Buku itu dipindah dari tempat awal karena administrasi Perpustakaan Annuqayah amburadul sehingga santri yang meminjam buku banyak yang tidak mengembalikan dan pengurus perpustakaan tidak memiliki data yang valid untuk melacaknya.

Namun, buku-buku itu hanya dipindah saja. Tidak ada penyelamatan yang berarti ketika dipindah ke Sekretariat Bersama PPA sehingga santri yang berkunjung ke kantor itu bisa asal comot saja dan membawanya—entah, dikembalikan atau tidak. Selain itu, beberapa mahasiswa Institut Ilmu Keislaman Annuqayah (Instika) semester VII yang kebetulan menjadi pengurus di salah satu kantor di Sekretariat Bersama PPA ini dan mulai menggarap proposal skripsi juga turut mengambil buku-buku tersebut..

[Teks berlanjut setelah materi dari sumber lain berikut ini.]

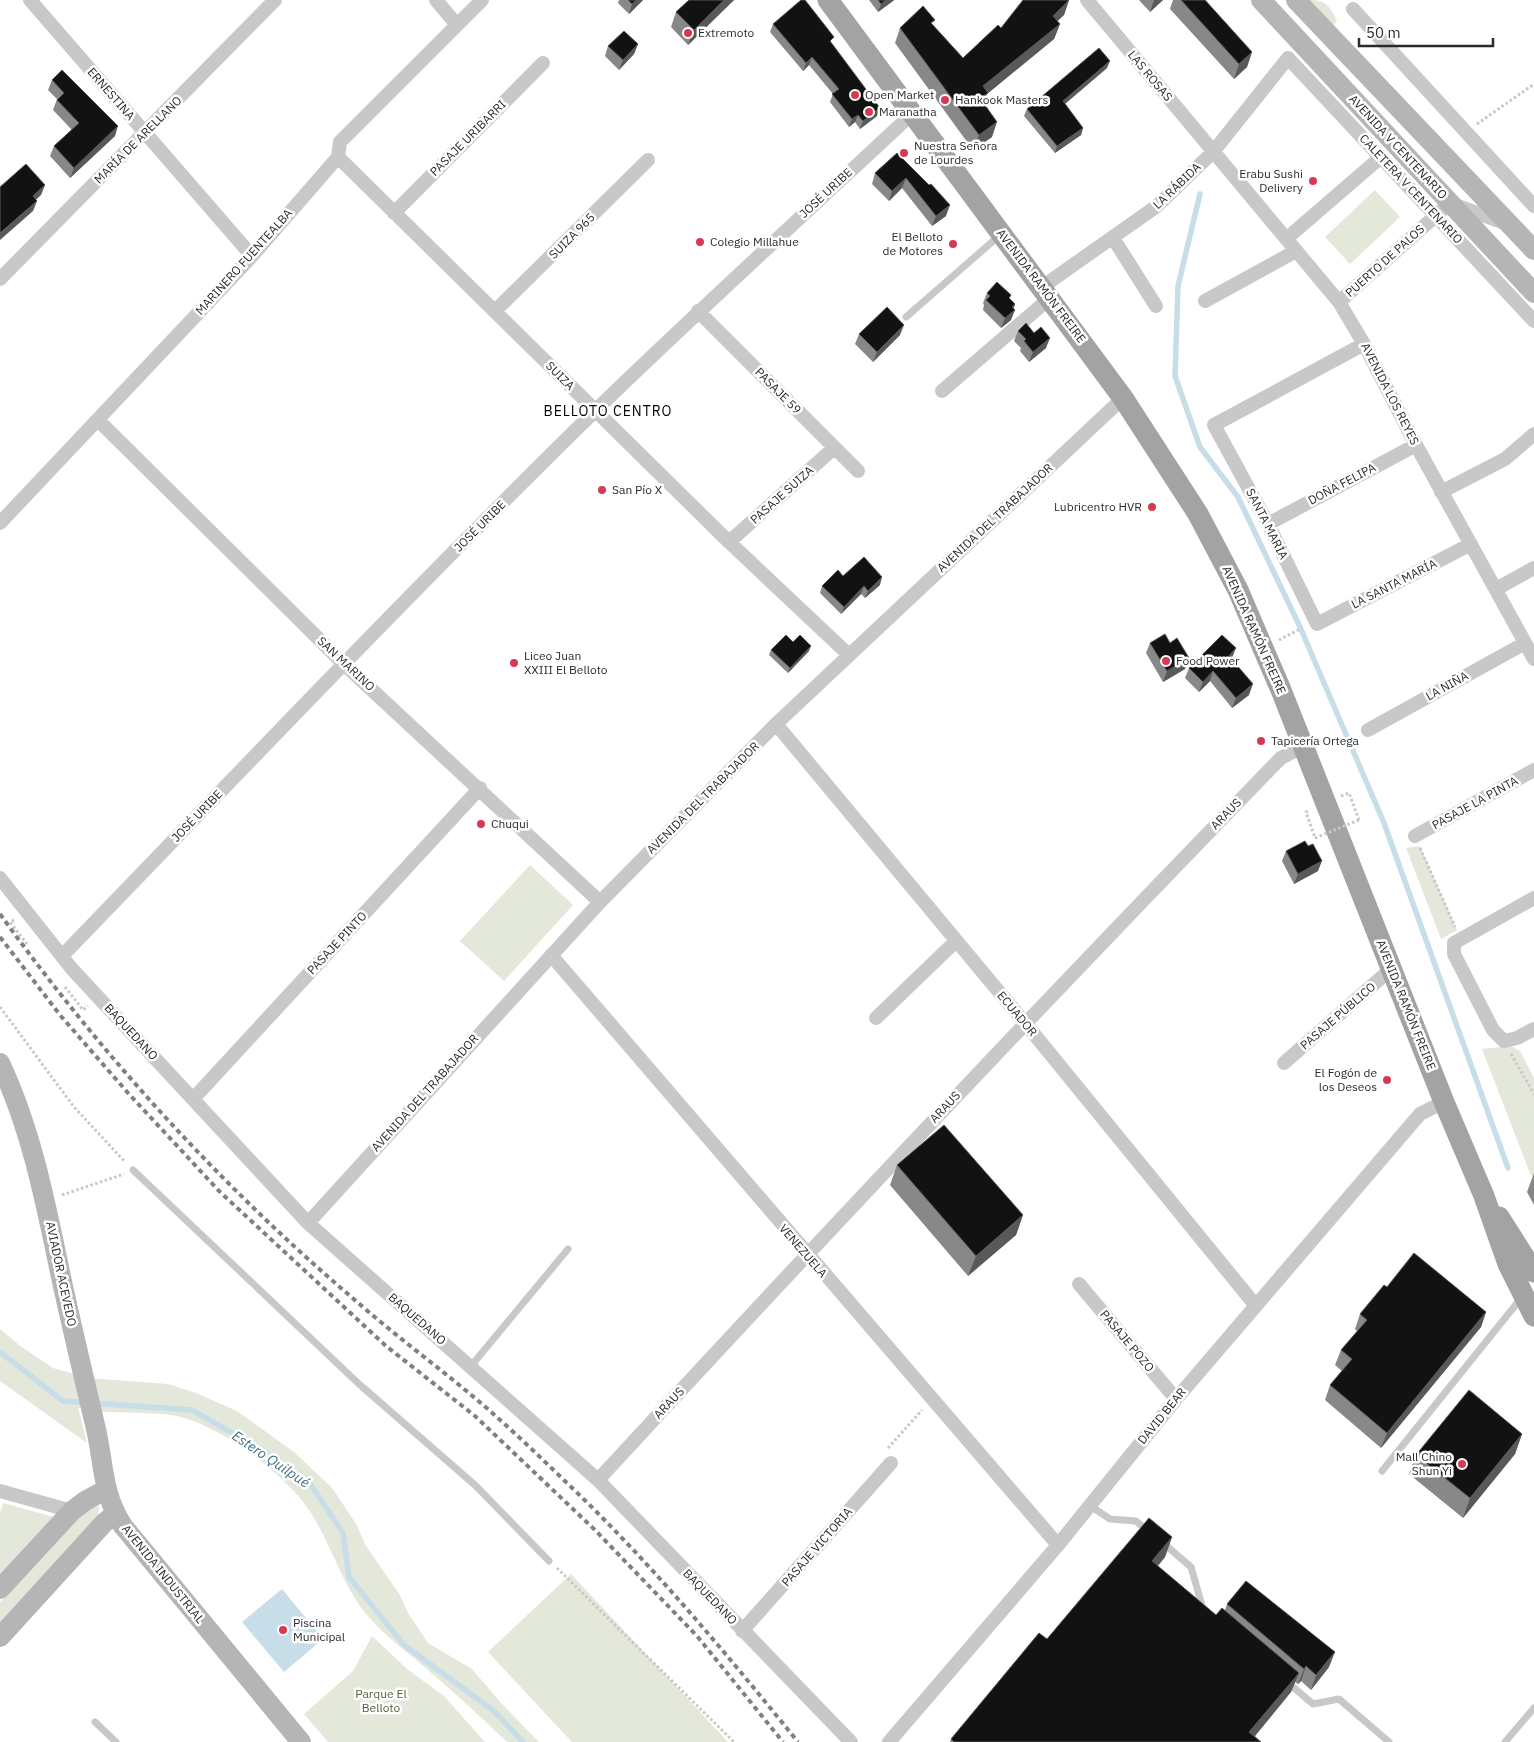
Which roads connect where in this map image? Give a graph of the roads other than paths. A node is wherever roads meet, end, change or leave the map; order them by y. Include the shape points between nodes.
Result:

Semoga dalam waktu dekat ini ada tindakan yang semestinya agar pondok pesantren tercinta ini bisa memandang dunia dengan lebih luas. Amien.

3 komentar:

Bernando J Sujibto mengatakan...

WaH WAH..... gimana kabar perpustkaan Annuqayah sekarang? Ayo rawat ya sisa buku2 masa lalu itu dan manfaatkan seadanya....

Aku lahir dari rahim perpus di sana...

salam

Bje

Fandrik Ahmad mengatakan...

mengenaskan! pondok Pesantren Segede Annuqayah perpusnya "la yamutu w la yahya" tak bermutu dan tak berdaya.............

Yuli Andriansyah mengatakan...

Semoga segera ada solusi untuk masalah ini. Teman-teman alumni Annuqayah yang kami kenal memiliki prestasi bagus sebagai pertanda kuatnya kerangka pendidikan di pesantren ini. Tentu akan lebih baik lagi jika kualitas perpustakaannya ditingkatkan.